### [Entries shown]
========

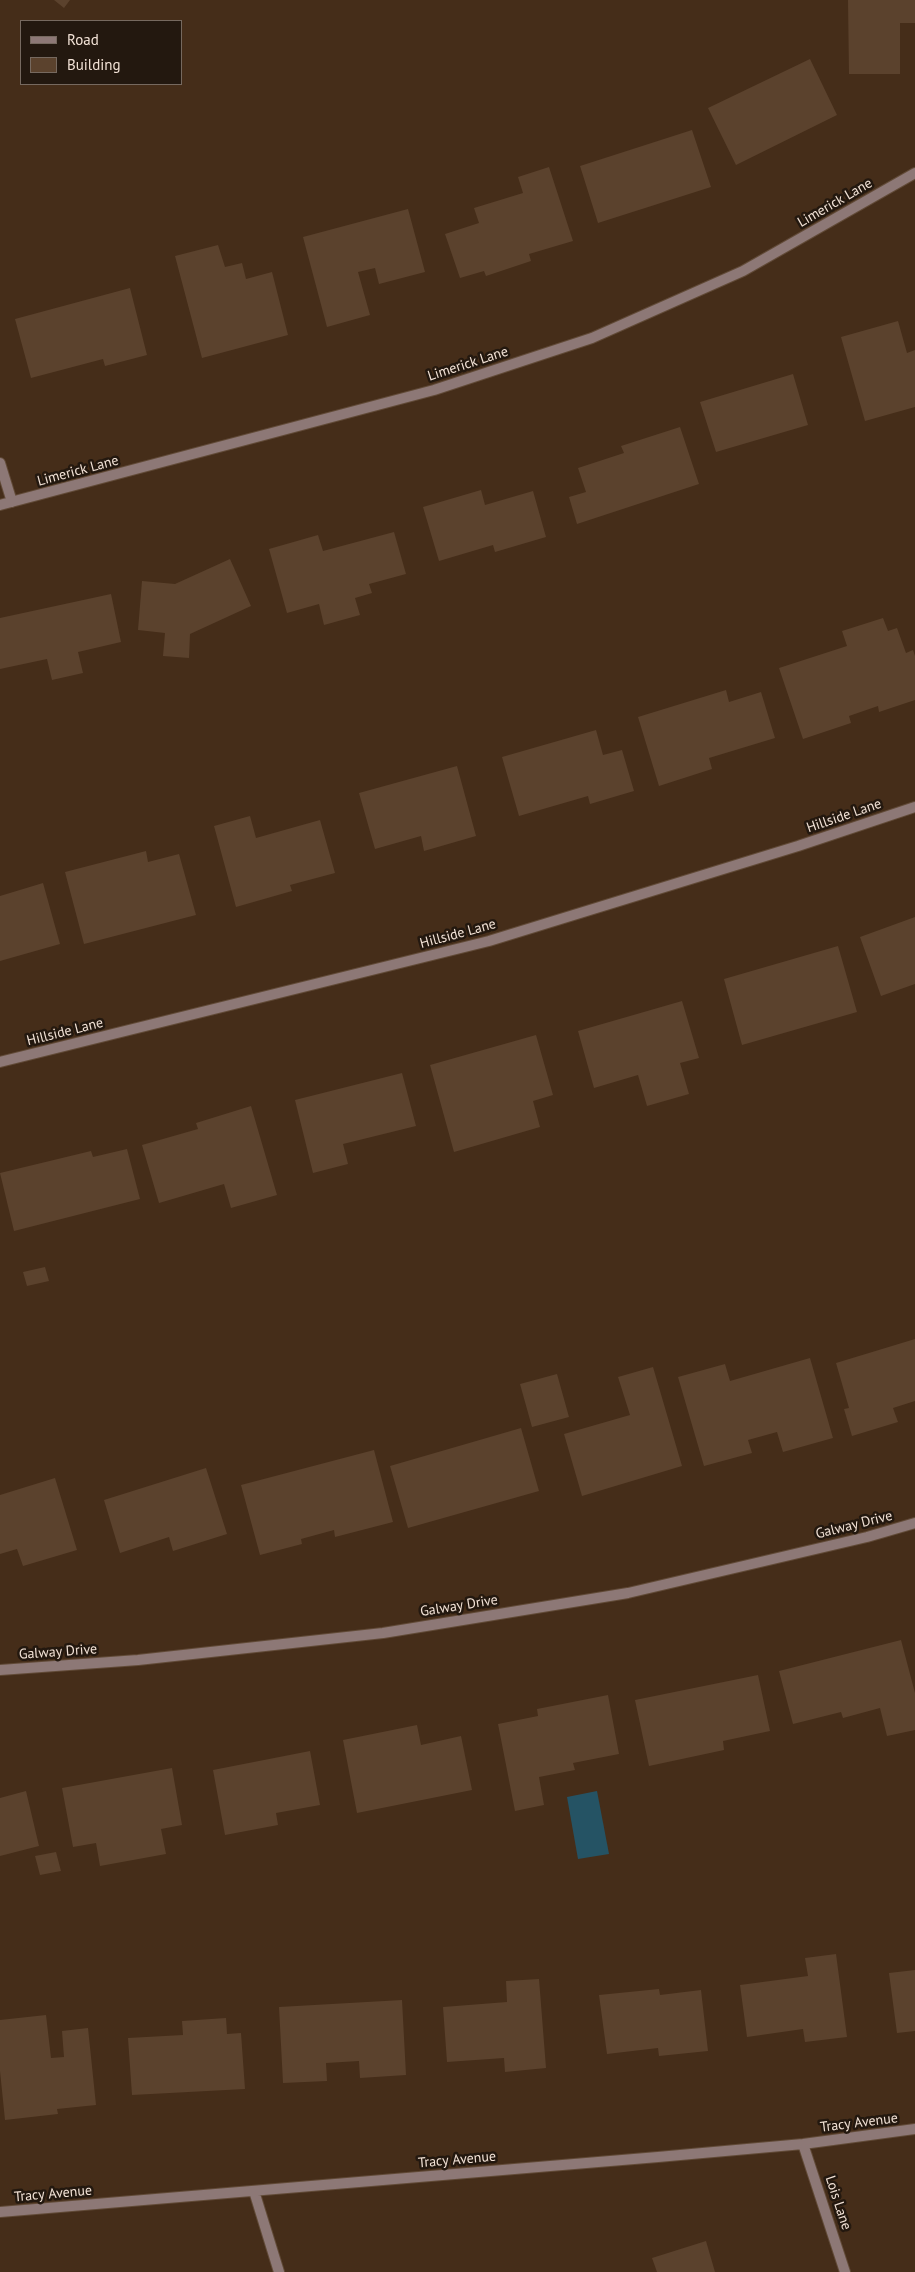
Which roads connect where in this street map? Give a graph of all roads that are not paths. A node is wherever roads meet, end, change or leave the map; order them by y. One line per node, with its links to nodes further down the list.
1 (915, 173): 3 (street, Limerick Lane)
2 (0, 462): 3 (street)
3 (12, 502): 4 (street, Limerick Lane)
4 (0, 506)
5 (915, 807): 6 (street, Hillside Lane)
6 (0, 1062)
7 (915, 1523): 8 (street, Galway Drive)
8 (0, 1670)
9 (915, 2129): 10 (street, Tracy Avenue)
10 (803, 2144): 11 (street, Tracy Avenue); 14 (street, Lois Lane)
11 (254, 2191): 12 (street, Tracy Avenue); 13 (street)
12 (0, 2212)
13 (279, 2272)
14 (845, 2272)

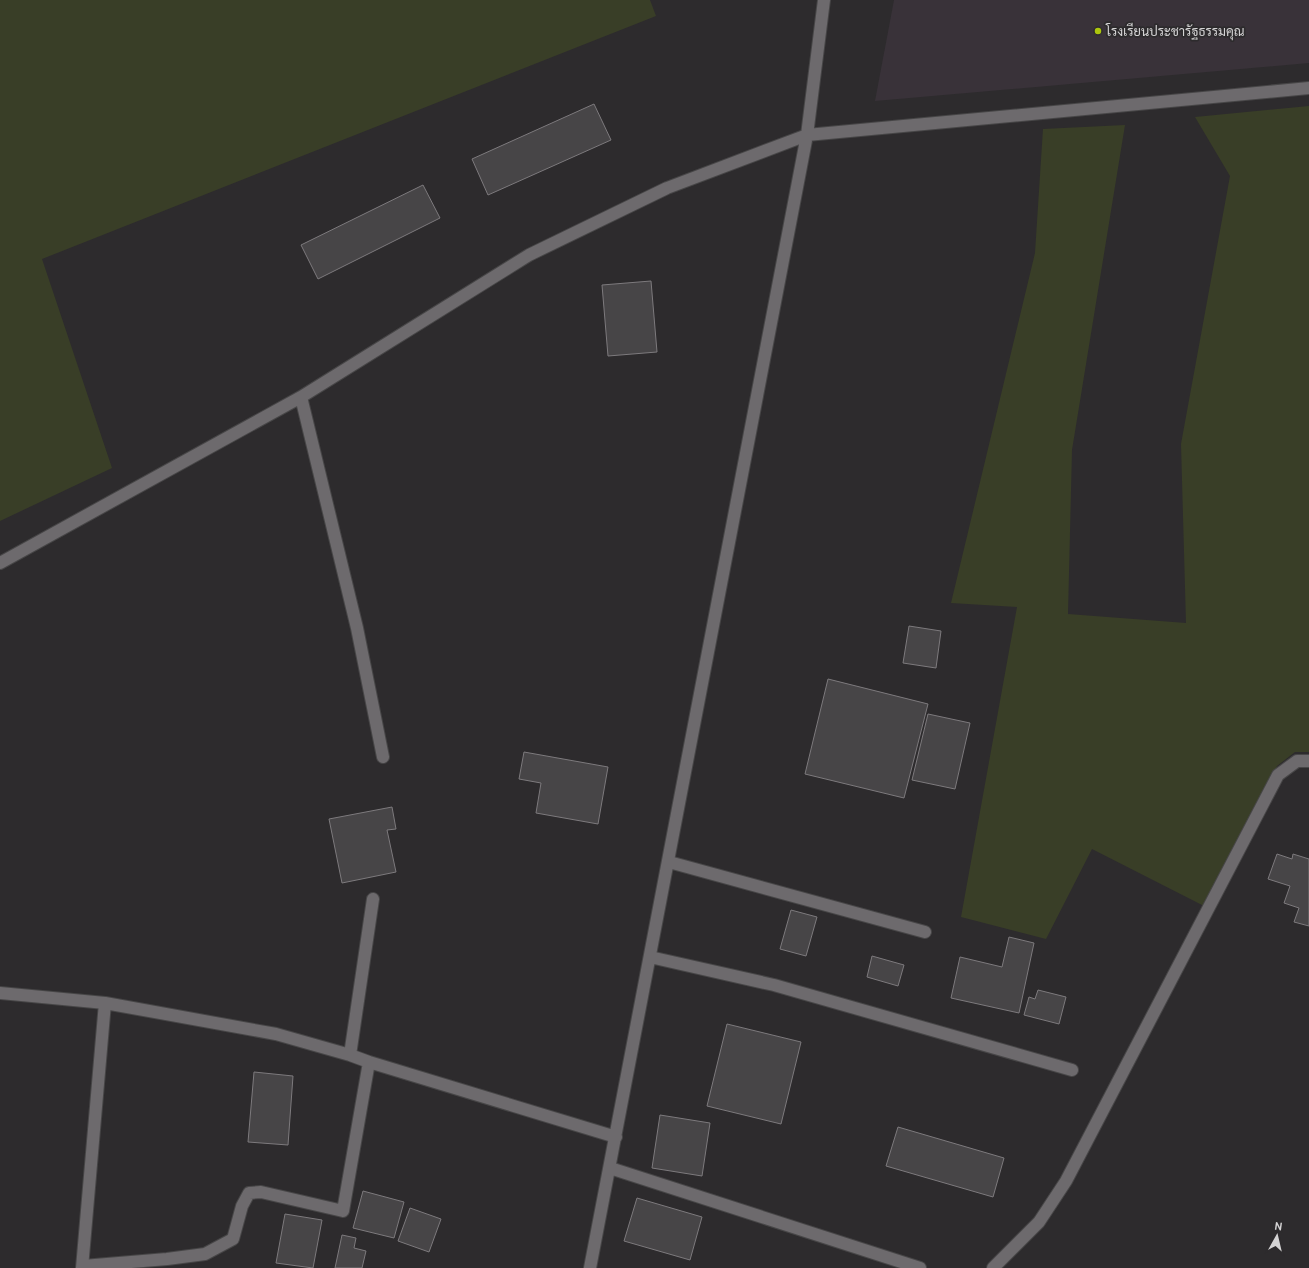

========

### [Instructions to follow]
Pictures aside, reproduce all of the data exactly.

### [Written reply]
Which roads connect where in this street map? Give a graph of all roads that are not paths. A node is wherever roads meet, end, change or leave the map; order them by y. One line per node, with its links to nodes further down the list.
1 (915, 173): 3 (street, Limerick Lane)
2 (0, 462): 3 (street)
3 (12, 502): 4 (street, Limerick Lane)
4 (0, 506)
5 (915, 807): 6 (street, Hillside Lane)
6 (0, 1062)
7 (915, 1523): 8 (street, Galway Drive)
8 (0, 1670)
9 (915, 2129): 10 (street, Tracy Avenue)
10 (803, 2144): 11 (street, Tracy Avenue); 14 (street, Lois Lane)
11 (254, 2191): 12 (street, Tracy Avenue); 13 (street)
12 (0, 2212)
13 (279, 2272)
14 (845, 2272)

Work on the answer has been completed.